Women empowerment is a byproduct of the Rs 219.31 crore afforestation programme that brought back 13% of green cover to this tribal belt. The Attappadi Wasteland Comprehensive Environmental Conservation Project, funded by Japan Bank for International Cooperation (JBIC) and implemented by Attappadi Hills Area Development Society (Ahads), has been a life support for the 745-square-km area.

At the fag end of the scheme — Japanese funding ends on March 2010 — uncertainty looms over tribal hamlets. Many fear Attappadi would go back to the days of forest felling, ganja farming and liquor brewing. While a major chunk of the Rs176.90 crore loan was used for afforestation and water conservation, only Rs2.33 crore went for human resources development and Rs17.61 lakh for income generation activities.
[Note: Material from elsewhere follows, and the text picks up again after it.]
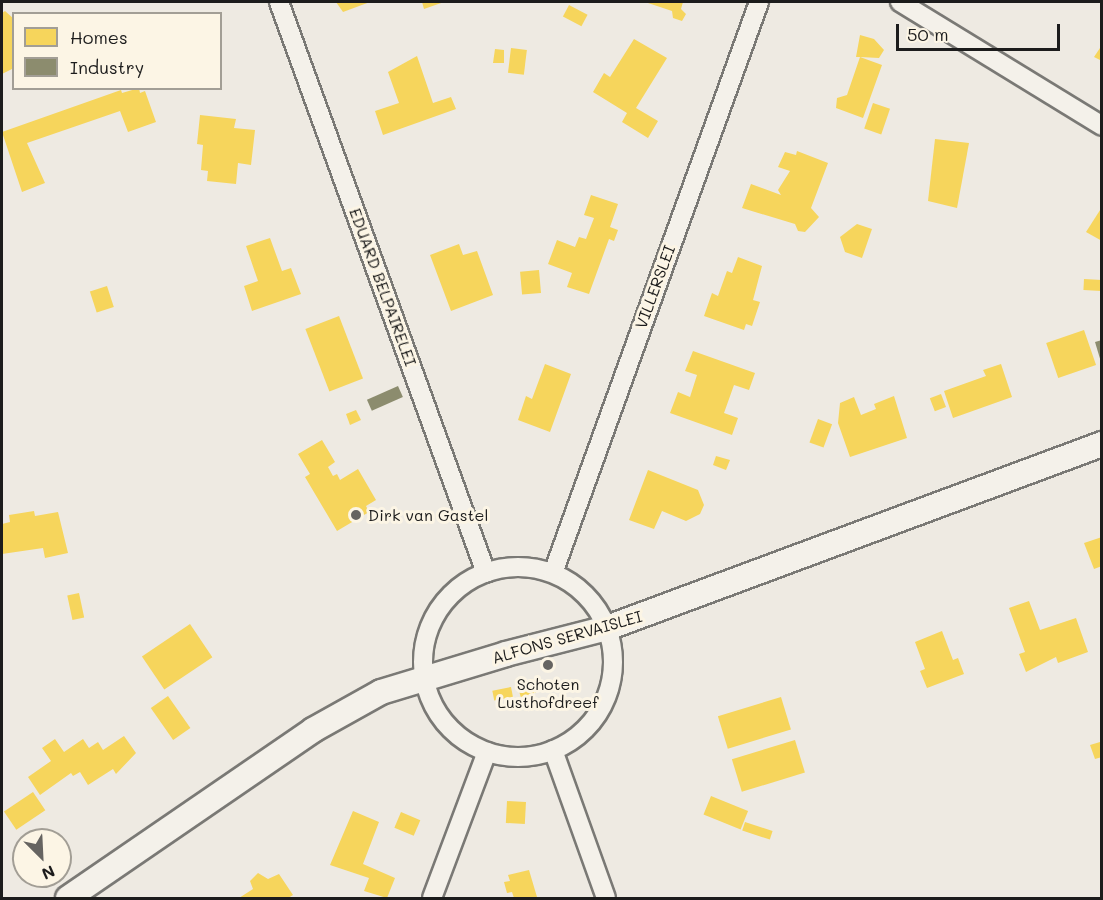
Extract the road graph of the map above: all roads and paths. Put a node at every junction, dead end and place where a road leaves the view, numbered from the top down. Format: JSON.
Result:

“The scheme empowered tribesmen,” says Vinod Kumar Uniyal, project director of Ahads. “They decide how to spend the money in their hamlets. They set up a nine-member committee in each hamlet to implement works, bought raw materials collected cheques and cashed it.” The works, apart from creating over 5 crore man days, have made shy tribesmen into efficient managers.

“We do all the work,” says Kali, the chairman of the hamlet development committee in Sambarkode. They have built houses for 56 families and a community hall. “Previous government schemes were implemented through contractors, who siphoned off the funds. Now we know how to do it and we don’t let anyone trick us.” A people who never bothered to save a paisa now deal with lakhs of rupees.

A literacy drive has been another tool of empowerment. All women — and some men — gather around a solar lantern after the day’s work in 120 hamlets. “I can read newspapers and name boards. I don’t know what I have achieved but it made me smart,” says Maruthi as she writes in her notebook. The custom-made literacy programme draws from tribal culture.